◆ Brief
Aside from the pictures, the entries should be given again exactly.

*****

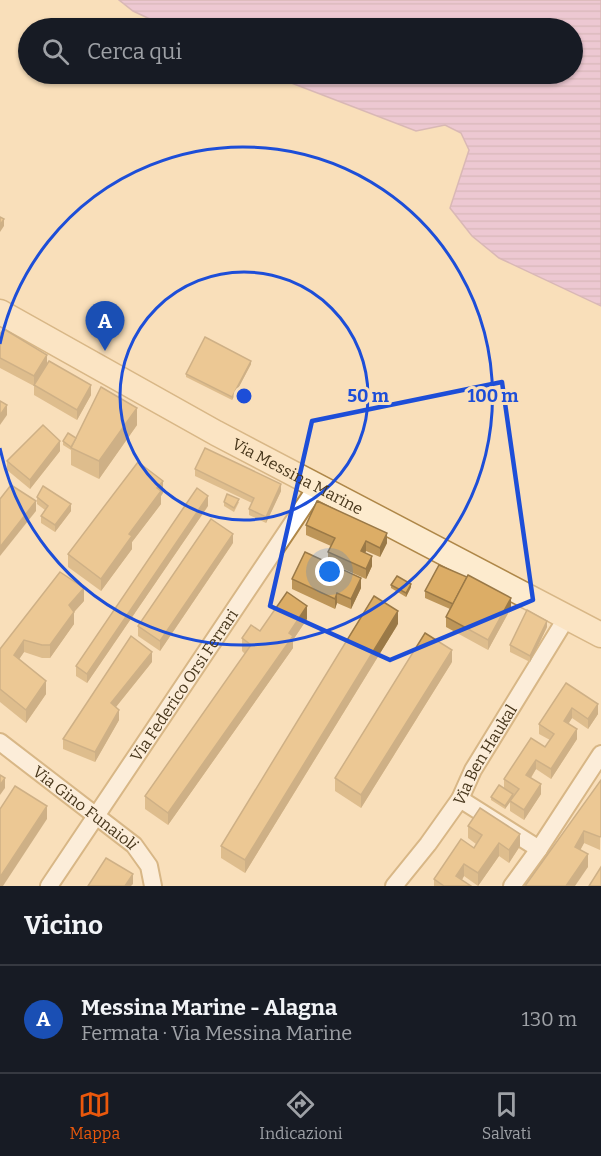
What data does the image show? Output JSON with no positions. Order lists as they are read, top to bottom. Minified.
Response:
{"streets":{"main road":["Via Messina Marine"],"street":["Via Federico Orsi Ferrari","Via Ben Haukal","Via Gino Funaioli"]},"crossings":[["Via Messina Marine","Via Federico Orsi Ferrari"],["Via Messina Marine","Via Ben Haukal"],["Via Federico Orsi Ferrari","Via Gino Funaioli"]],"page":{"search":"Cerca qui","pins":"A","heading":"Vicino","list":[{"mark":"A","name":"Messina Marine - Alagna","note":"Fermata · Via Messina Marine","value":"130 m"}],"nav":["Mappa","Indicazioni","Salvati"]},"rings":["50 m","100 m"]}
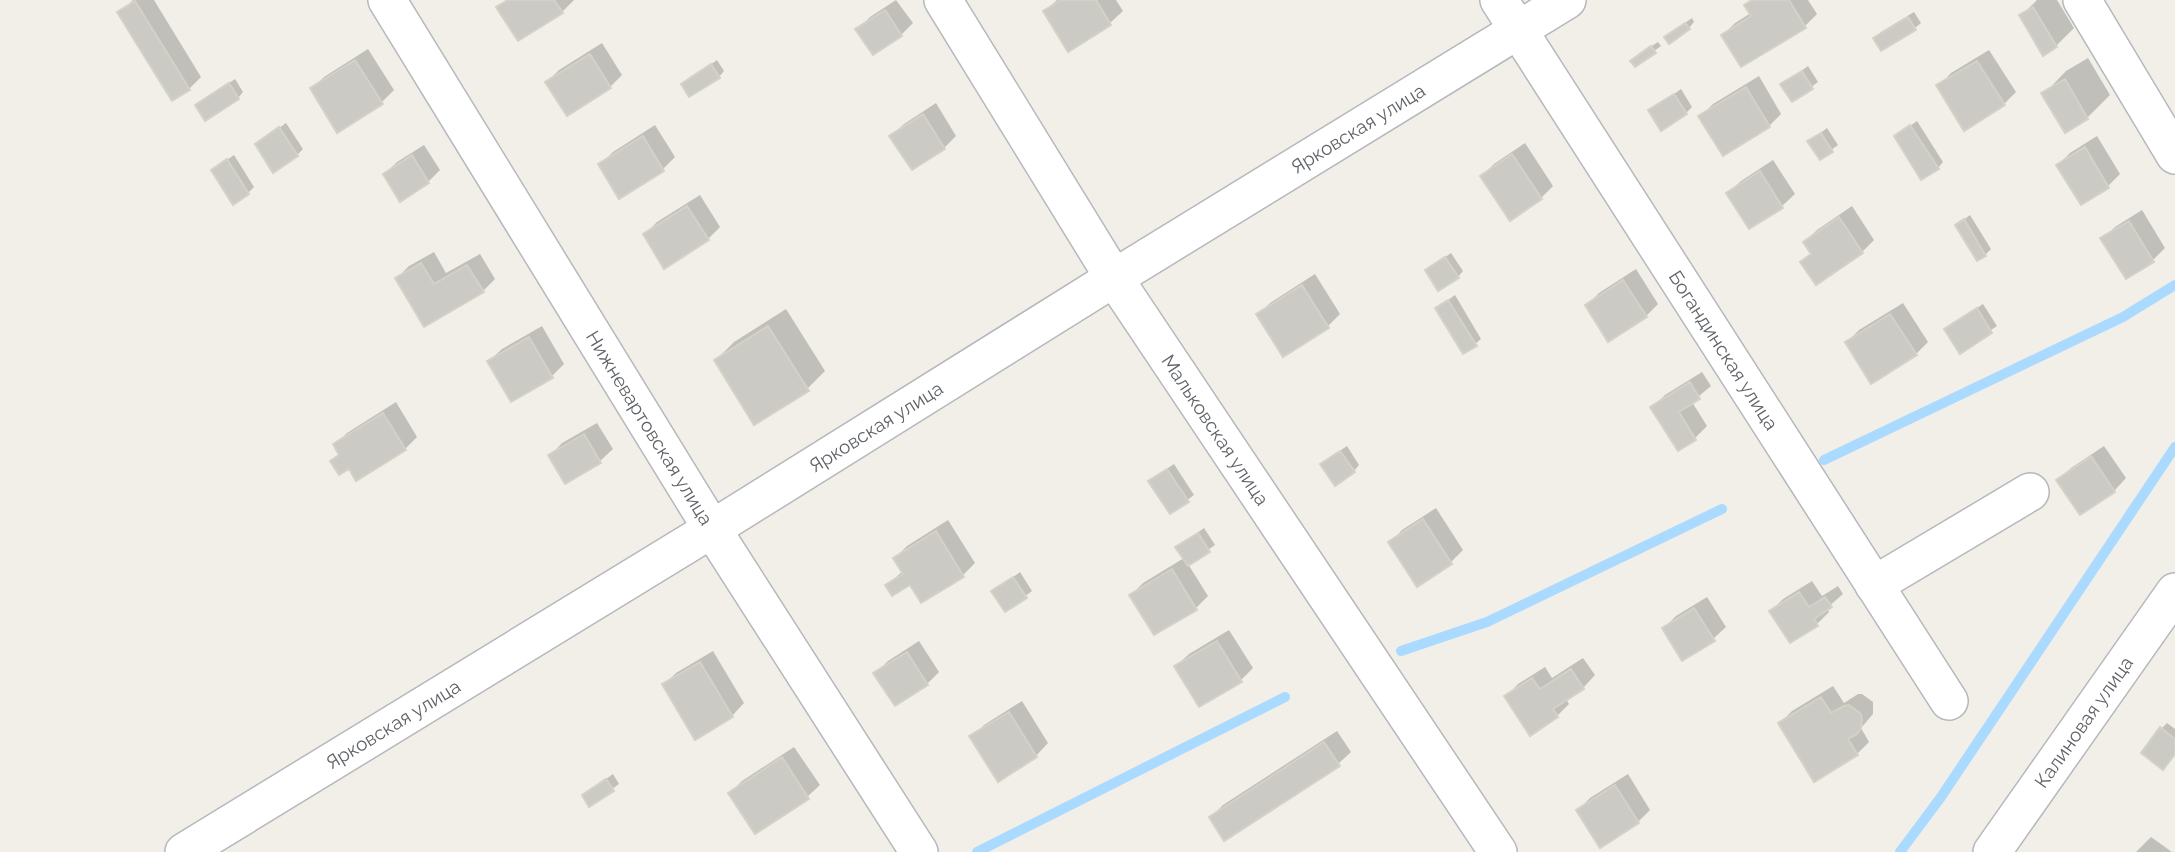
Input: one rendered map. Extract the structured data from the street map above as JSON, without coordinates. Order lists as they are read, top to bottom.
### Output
{
  "streets": {
    "street": [
      "Ярковская улица",
      "Богандинская улица",
      "Нижневартовская улица",
      "Мальковская улица",
      "Калиновая улица"
    ]
  },
  "crossings": [
    ["Ярковская улица", "Богандинская улица"],
    ["Ярковская улица", "Нижневартовская улица"],
    ["Ярковская улица", "Мальковская улица"]
  ]
}
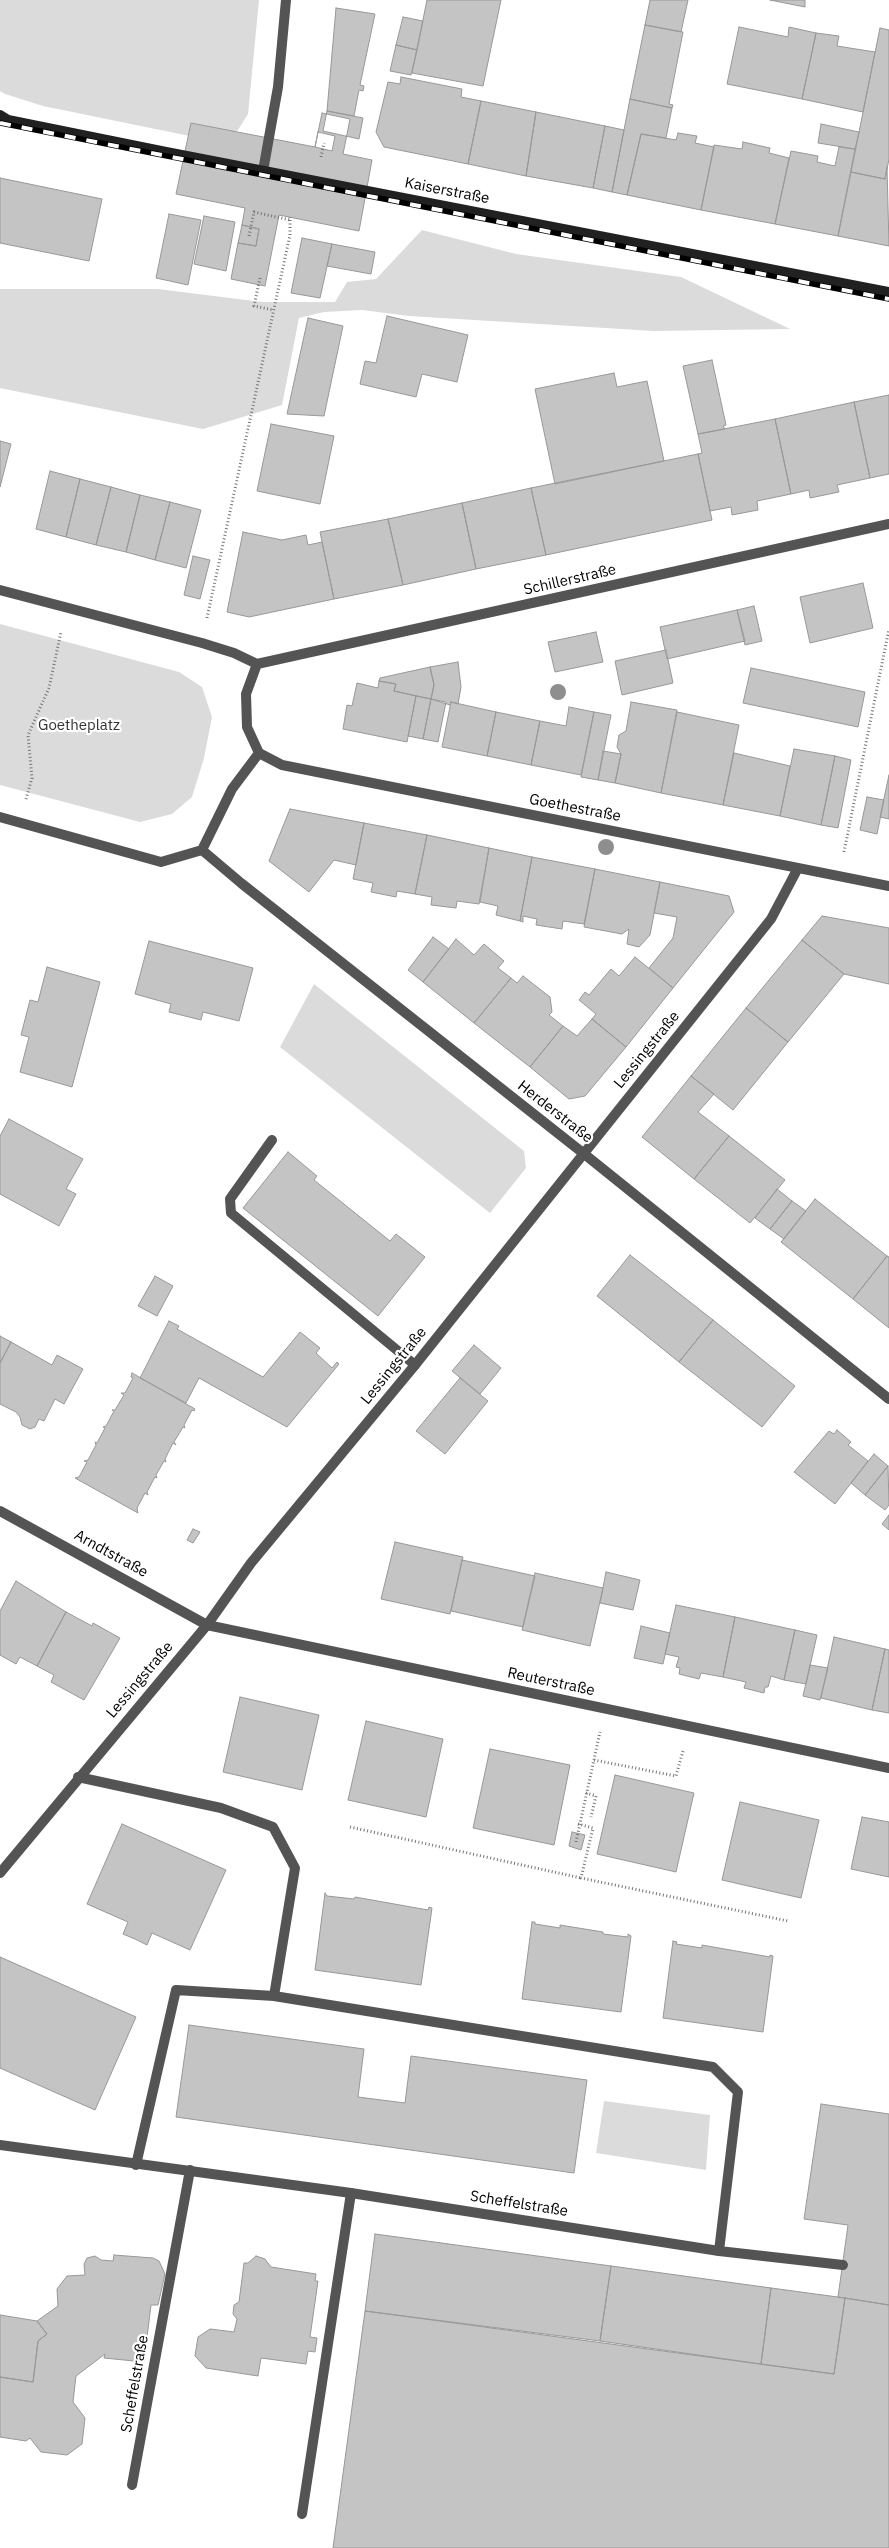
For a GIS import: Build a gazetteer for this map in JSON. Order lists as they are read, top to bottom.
{
  "streets": {
    "main road": ["Kaiserstraße"],
    "street": [
      "Schillerstraße",
      "Goethestraße",
      "Lessingstraße",
      "Herderstraße",
      "Arndtstraße",
      "Reuterstraße",
      "Scheffelstraße"
    ]
  },
  "crossings": [
    ["Goethestraße", "Lessingstraße"],
    ["Lessingstraße", "Herderstraße"],
    ["Lessingstraße", "Arndtstraße"],
    ["Lessingstraße", "Reuterstraße"],
    ["Arndtstraße", "Reuterstraße"]
  ],
  "parks": ["Goetheplatz"]
}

*****

◆ Solution for this task
What data does the image show? Output JSON with no positions. Order lists as they are read, top to bottom. Minified.
Response:
{"streets":{"main road":["Via Messina Marine"],"street":["Via Federico Orsi Ferrari","Via Ben Haukal","Via Gino Funaioli"]},"crossings":[["Via Messina Marine","Via Federico Orsi Ferrari"],["Via Messina Marine","Via Ben Haukal"],["Via Federico Orsi Ferrari","Via Gino Funaioli"]],"page":{"search":"Cerca qui","pins":"A","heading":"Vicino","list":[{"mark":"A","name":"Messina Marine - Alagna","note":"Fermata · Via Messina Marine","value":"130 m"}],"nav":["Mappa","Indicazioni","Salvati"]},"rings":["50 m","100 m"]}
Input: one rendered map. Extract the structured data from the street map above as JSON, without coordinates. Order lists as they are read, top to bottom.
### Output
{
  "streets": {
    "street": [
      "Ярковская улица",
      "Богандинская улица",
      "Нижневартовская улица",
      "Мальковская улица",
      "Калиновая улица"
    ]
  },
  "crossings": [
    ["Ярковская улица", "Богандинская улица"],
    ["Ярковская улица", "Нижневартовская улица"],
    ["Ярковская улица", "Мальковская улица"]
  ]
}
For a GIS import: Build a gazetteer for this map in JSON. Order lists as they are read, top to bottom.
{
  "streets": {
    "main road": ["Kaiserstraße"],
    "street": [
      "Schillerstraße",
      "Goethestraße",
      "Lessingstraße",
      "Herderstraße",
      "Arndtstraße",
      "Reuterstraße",
      "Scheffelstraße"
    ]
  },
  "crossings": [
    ["Goethestraße", "Lessingstraße"],
    ["Lessingstraße", "Herderstraße"],
    ["Lessingstraße", "Arndtstraße"],
    ["Lessingstraße", "Reuterstraße"],
    ["Arndtstraße", "Reuterstraße"]
  ],
  "parks": ["Goetheplatz"]
}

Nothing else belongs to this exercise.